INSTRUCTIONS TO FOLLOW » Your answer must be every line of the data that contains "label".

Start of INFORMATION SHOWN

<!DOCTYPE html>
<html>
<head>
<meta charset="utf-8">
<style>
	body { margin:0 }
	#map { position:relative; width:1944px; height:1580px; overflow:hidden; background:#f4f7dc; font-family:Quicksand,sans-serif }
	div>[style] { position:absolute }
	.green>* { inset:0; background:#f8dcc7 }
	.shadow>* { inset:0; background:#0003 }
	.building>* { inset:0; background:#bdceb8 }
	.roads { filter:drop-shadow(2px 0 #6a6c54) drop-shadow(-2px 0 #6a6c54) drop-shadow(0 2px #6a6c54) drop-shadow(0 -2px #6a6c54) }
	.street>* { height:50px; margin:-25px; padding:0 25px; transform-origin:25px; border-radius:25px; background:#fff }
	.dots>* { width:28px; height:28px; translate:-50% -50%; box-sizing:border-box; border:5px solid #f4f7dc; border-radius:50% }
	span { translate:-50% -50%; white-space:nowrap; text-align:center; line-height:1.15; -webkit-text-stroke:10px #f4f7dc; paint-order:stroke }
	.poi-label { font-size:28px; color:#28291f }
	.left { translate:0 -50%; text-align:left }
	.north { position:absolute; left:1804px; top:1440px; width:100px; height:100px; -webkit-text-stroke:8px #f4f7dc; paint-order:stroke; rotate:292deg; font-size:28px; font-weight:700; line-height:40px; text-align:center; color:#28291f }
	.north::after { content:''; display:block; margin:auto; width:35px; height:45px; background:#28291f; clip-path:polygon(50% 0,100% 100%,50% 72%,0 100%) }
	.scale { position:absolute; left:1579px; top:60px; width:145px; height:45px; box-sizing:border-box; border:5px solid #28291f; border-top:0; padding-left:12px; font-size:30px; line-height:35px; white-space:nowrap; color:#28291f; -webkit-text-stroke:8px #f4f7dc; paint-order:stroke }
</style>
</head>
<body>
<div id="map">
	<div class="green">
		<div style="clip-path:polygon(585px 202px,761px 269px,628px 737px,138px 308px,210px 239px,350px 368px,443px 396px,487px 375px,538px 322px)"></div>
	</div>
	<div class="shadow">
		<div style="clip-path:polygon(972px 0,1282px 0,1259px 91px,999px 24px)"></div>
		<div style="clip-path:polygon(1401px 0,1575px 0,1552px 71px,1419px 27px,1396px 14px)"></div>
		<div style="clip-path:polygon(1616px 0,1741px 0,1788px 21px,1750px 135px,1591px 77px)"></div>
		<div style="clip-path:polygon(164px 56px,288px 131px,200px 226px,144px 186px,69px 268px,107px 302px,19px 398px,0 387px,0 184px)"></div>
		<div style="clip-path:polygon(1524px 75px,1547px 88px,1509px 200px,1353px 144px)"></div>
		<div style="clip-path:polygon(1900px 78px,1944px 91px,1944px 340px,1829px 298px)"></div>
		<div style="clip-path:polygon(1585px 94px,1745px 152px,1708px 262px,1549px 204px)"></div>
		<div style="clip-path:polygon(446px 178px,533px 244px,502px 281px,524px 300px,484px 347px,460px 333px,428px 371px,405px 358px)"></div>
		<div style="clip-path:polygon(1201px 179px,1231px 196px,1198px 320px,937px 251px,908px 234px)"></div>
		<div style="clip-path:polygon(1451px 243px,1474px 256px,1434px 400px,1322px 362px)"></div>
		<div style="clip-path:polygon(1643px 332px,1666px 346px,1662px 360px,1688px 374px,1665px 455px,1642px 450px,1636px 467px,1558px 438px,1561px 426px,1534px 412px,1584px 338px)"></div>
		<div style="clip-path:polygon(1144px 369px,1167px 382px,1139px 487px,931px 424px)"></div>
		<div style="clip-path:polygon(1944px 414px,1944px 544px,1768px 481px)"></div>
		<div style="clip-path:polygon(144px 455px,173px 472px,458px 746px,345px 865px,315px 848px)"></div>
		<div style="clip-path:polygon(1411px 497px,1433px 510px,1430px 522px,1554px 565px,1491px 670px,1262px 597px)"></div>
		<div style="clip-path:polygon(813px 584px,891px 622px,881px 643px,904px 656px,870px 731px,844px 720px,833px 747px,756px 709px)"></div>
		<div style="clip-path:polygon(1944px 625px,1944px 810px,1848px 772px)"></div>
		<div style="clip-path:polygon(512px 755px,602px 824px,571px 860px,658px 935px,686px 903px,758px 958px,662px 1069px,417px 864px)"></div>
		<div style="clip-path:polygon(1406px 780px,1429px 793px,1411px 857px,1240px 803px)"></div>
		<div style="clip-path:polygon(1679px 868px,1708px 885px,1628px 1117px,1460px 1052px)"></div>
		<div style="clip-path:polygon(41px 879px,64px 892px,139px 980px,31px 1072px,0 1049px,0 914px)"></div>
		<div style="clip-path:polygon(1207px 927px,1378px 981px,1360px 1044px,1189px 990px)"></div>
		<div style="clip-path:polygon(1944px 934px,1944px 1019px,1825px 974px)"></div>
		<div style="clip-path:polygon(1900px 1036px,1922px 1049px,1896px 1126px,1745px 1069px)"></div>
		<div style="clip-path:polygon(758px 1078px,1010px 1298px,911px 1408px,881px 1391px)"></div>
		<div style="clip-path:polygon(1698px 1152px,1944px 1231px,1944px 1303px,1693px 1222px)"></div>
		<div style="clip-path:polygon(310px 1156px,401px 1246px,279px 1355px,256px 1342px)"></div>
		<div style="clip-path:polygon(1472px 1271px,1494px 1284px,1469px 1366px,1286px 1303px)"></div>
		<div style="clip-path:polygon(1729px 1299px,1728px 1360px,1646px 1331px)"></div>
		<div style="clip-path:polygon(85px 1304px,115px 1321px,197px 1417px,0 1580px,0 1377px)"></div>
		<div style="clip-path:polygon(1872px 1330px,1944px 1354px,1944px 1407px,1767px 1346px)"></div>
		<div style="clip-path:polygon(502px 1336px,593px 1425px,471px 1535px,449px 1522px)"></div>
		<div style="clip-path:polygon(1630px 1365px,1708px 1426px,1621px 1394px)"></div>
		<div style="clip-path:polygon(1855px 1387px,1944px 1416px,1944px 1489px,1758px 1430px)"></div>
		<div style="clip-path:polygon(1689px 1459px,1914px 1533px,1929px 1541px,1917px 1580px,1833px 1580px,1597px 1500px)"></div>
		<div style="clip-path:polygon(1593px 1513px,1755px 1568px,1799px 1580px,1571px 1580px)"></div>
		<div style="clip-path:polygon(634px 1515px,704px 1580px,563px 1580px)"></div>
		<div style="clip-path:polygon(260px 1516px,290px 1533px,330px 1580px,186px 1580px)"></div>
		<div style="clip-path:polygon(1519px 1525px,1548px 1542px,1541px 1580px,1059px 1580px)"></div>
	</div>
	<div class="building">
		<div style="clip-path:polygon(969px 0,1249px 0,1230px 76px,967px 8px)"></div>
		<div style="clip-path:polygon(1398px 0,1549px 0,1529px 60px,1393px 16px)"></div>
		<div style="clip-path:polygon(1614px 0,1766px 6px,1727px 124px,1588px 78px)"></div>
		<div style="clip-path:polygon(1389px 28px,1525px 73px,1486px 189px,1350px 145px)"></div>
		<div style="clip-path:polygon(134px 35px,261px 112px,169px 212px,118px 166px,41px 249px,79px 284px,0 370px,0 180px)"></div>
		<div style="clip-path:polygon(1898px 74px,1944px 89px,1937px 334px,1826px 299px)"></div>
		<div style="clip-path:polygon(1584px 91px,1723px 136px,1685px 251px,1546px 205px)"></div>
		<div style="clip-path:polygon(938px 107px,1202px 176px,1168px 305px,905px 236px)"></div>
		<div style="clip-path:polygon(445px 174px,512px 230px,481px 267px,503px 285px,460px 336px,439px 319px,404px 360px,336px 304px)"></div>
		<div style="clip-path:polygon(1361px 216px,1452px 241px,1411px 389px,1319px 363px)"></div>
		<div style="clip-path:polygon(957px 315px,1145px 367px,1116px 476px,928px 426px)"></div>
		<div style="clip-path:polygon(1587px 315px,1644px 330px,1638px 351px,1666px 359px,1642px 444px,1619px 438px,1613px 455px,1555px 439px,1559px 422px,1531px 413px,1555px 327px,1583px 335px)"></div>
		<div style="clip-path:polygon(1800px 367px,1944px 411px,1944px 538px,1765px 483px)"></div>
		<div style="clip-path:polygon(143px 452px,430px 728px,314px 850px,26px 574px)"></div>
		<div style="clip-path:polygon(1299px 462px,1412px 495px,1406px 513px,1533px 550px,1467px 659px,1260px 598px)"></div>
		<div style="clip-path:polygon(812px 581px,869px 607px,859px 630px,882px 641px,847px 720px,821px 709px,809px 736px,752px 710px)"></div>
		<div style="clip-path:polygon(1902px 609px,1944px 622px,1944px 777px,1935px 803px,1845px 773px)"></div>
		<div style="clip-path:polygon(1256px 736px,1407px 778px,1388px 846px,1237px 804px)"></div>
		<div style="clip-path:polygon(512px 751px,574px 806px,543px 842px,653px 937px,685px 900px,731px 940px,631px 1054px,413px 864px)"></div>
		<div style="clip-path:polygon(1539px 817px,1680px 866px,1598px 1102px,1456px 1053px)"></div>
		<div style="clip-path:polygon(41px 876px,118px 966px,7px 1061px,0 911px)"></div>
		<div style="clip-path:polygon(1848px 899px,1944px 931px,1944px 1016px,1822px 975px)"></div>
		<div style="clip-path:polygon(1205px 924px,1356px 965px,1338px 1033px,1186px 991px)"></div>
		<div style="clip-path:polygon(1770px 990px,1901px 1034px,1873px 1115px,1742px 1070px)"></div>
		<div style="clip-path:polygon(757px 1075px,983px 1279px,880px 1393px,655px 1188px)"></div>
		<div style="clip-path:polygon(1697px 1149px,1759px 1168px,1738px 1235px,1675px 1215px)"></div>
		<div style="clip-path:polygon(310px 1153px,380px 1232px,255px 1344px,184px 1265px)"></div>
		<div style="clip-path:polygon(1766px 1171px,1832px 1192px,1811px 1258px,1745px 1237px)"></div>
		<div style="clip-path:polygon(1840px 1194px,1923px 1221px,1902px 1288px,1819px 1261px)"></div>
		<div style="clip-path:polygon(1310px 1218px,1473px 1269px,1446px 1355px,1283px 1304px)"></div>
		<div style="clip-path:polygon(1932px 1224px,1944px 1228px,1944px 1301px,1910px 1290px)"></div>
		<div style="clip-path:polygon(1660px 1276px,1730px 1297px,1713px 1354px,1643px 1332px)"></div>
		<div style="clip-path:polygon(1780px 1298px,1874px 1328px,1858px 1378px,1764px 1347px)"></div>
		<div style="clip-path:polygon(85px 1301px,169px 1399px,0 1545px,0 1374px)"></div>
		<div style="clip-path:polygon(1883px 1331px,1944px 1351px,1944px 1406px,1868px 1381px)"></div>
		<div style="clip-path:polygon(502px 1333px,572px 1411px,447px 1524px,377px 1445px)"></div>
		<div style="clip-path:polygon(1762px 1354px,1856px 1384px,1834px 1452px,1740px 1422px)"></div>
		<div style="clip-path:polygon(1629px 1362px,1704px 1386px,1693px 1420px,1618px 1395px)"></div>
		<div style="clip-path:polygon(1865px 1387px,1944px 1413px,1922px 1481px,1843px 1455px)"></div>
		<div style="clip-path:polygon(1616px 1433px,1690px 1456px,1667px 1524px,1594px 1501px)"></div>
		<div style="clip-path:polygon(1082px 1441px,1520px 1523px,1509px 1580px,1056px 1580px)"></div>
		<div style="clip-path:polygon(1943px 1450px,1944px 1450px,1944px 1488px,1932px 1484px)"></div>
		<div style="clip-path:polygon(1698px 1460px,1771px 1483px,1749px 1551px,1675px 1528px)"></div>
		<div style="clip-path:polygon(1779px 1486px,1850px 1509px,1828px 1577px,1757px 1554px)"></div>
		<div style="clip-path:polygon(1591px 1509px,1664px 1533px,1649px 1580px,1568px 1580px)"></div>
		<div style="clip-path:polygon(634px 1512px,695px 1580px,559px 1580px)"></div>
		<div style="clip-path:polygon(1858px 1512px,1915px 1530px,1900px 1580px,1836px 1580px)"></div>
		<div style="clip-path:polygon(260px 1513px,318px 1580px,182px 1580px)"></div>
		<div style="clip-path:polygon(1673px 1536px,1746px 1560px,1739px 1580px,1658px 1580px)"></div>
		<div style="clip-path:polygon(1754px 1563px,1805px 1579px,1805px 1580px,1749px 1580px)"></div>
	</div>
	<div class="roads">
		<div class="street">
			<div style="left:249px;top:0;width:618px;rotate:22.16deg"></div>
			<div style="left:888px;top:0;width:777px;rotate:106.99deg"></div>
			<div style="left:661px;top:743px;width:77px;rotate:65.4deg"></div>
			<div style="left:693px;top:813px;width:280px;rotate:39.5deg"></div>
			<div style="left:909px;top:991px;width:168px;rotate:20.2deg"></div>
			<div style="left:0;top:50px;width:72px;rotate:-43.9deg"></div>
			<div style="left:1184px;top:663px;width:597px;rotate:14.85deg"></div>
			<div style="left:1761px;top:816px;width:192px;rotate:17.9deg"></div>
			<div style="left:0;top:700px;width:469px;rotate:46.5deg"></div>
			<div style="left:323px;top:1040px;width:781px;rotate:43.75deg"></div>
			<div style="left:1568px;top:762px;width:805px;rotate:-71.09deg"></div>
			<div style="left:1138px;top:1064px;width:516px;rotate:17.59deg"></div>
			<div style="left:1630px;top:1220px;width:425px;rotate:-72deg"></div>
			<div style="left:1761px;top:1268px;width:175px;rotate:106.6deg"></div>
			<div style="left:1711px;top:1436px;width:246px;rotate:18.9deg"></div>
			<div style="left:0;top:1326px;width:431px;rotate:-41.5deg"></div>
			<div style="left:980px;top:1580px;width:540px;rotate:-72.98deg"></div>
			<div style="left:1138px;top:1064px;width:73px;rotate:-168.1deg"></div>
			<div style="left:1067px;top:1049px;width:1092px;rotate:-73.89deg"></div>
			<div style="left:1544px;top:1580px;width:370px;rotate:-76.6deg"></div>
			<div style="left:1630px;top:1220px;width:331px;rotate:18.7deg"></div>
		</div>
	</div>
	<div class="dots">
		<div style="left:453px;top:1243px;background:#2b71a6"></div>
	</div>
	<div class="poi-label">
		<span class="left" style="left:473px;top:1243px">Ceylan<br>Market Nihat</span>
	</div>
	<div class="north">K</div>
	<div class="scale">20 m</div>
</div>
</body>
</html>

End of INFORMATION SHOWN

WRITTEN ANSWER »
	.poi-label { font-size:28px; color:#28291f }
	<div class="poi-label">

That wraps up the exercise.